▶ **Work order**: Please give the whole listing again word for word, and drop any pictures it holds.

--- Data for this task Enclosed Below ---

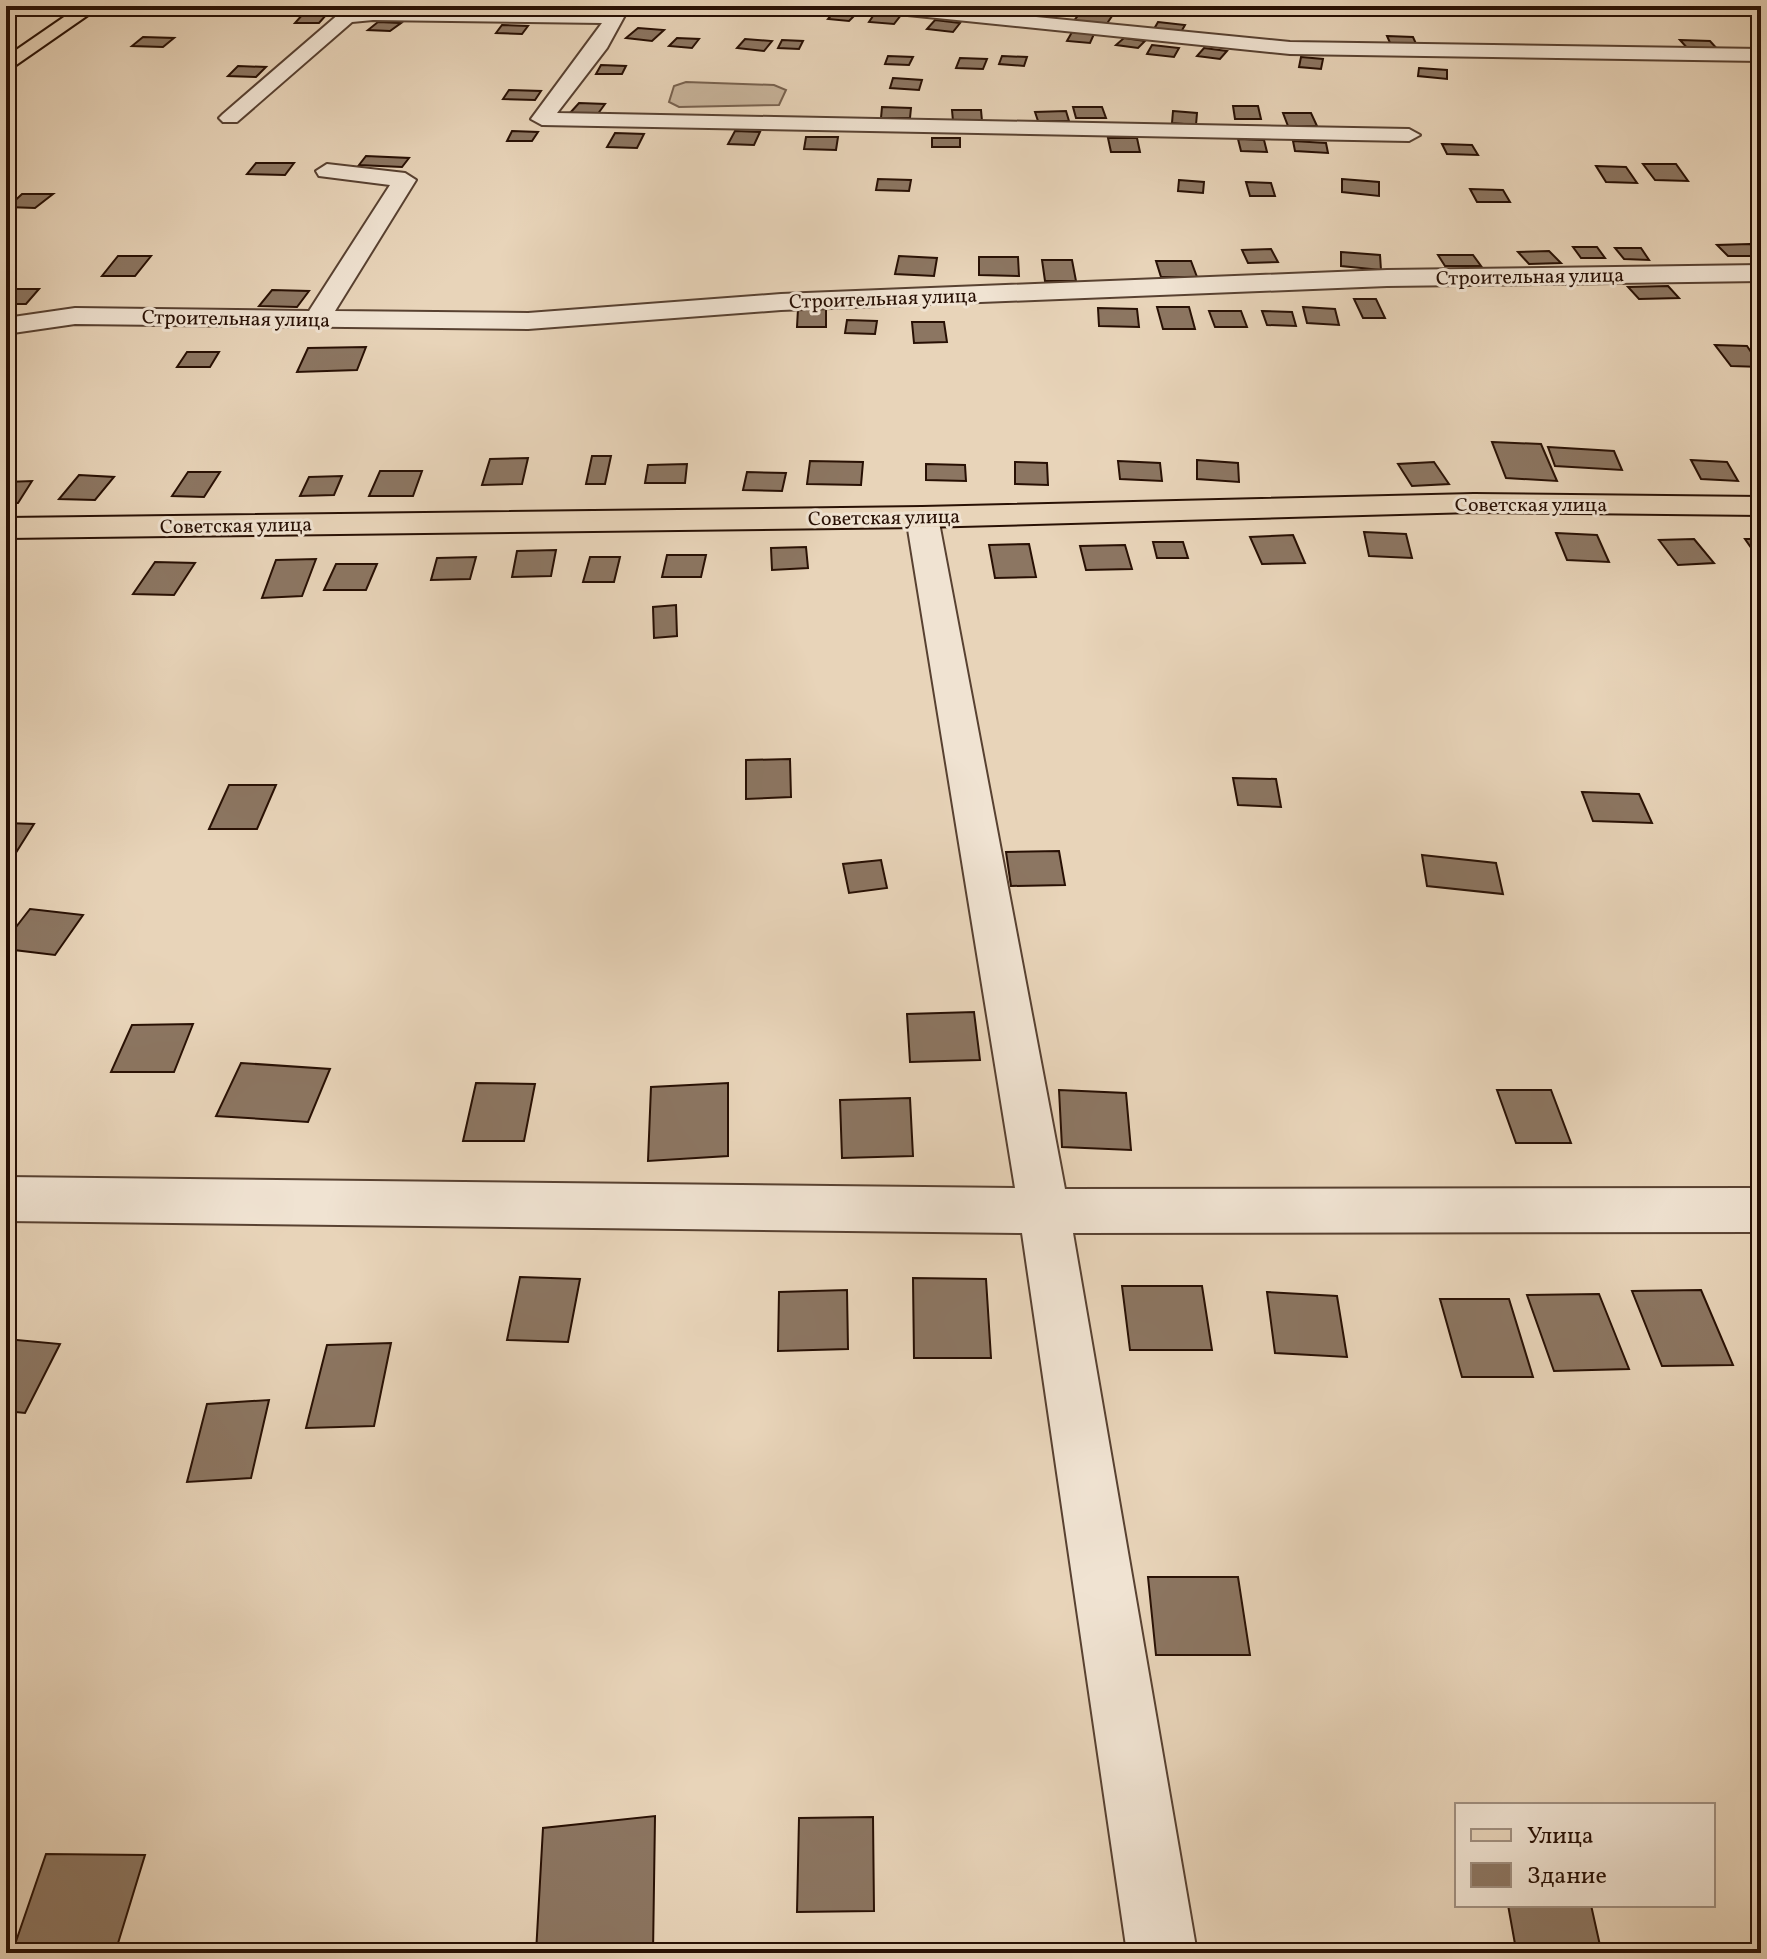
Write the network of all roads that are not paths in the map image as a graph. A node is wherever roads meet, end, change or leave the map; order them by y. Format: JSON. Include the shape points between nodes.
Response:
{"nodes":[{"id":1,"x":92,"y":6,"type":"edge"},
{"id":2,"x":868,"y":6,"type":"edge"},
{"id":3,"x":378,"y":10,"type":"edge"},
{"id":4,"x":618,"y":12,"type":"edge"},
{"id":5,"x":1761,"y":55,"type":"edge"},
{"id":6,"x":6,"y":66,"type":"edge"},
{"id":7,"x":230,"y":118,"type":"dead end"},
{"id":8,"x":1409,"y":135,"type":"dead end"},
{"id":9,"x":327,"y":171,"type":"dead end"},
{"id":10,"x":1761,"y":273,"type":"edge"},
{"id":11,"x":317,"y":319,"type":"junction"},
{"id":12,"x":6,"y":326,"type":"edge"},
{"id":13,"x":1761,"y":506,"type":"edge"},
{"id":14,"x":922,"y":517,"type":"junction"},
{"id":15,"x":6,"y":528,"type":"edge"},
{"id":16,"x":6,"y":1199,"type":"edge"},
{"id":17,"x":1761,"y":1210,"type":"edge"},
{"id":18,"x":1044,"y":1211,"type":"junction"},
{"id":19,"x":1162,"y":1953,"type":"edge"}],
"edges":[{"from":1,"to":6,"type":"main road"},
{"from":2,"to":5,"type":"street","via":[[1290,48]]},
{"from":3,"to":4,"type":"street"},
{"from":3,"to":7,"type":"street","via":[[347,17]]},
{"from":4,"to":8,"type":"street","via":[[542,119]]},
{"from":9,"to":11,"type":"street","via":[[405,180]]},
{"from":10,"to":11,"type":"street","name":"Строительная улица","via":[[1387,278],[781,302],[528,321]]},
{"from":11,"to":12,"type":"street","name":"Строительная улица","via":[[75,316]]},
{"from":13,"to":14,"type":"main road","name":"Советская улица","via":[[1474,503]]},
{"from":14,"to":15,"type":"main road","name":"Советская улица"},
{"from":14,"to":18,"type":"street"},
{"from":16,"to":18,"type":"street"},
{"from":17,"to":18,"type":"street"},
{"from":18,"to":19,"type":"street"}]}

--- End of Enclosed Data for this task ---

▶ **Answer area**:
Write the network of all roads that are not paths in the map image as a graph. A node is wherever roads meet, end, change or leave the map; order them by y. Format: JSON. Include the shape points between nodes.
Response:
{"nodes":[{"id":1,"x":92,"y":6,"type":"edge"},
{"id":2,"x":868,"y":6,"type":"edge"},
{"id":3,"x":378,"y":10,"type":"edge"},
{"id":4,"x":618,"y":12,"type":"edge"},
{"id":5,"x":1761,"y":55,"type":"edge"},
{"id":6,"x":6,"y":66,"type":"edge"},
{"id":7,"x":230,"y":118,"type":"dead end"},
{"id":8,"x":1409,"y":135,"type":"dead end"},
{"id":9,"x":327,"y":171,"type":"dead end"},
{"id":10,"x":1761,"y":273,"type":"edge"},
{"id":11,"x":317,"y":319,"type":"junction"},
{"id":12,"x":6,"y":326,"type":"edge"},
{"id":13,"x":1761,"y":506,"type":"edge"},
{"id":14,"x":922,"y":517,"type":"junction"},
{"id":15,"x":6,"y":528,"type":"edge"},
{"id":16,"x":6,"y":1199,"type":"edge"},
{"id":17,"x":1761,"y":1210,"type":"edge"},
{"id":18,"x":1044,"y":1211,"type":"junction"},
{"id":19,"x":1162,"y":1953,"type":"edge"}],
"edges":[{"from":1,"to":6,"type":"main road"},
{"from":2,"to":5,"type":"street","via":[[1290,48]]},
{"from":3,"to":4,"type":"street"},
{"from":3,"to":7,"type":"street","via":[[347,17]]},
{"from":4,"to":8,"type":"street","via":[[542,119]]},
{"from":9,"to":11,"type":"street","via":[[405,180]]},
{"from":10,"to":11,"type":"street","name":"Строительная улица","via":[[1387,278],[781,302],[528,321]]},
{"from":11,"to":12,"type":"street","name":"Строительная улица","via":[[75,316]]},
{"from":13,"to":14,"type":"main road","name":"Советская улица","via":[[1474,503]]},
{"from":14,"to":15,"type":"main road","name":"Советская улица"},
{"from":14,"to":18,"type":"street"},
{"from":16,"to":18,"type":"street"},
{"from":17,"to":18,"type":"street"},
{"from":18,"to":19,"type":"street"}]}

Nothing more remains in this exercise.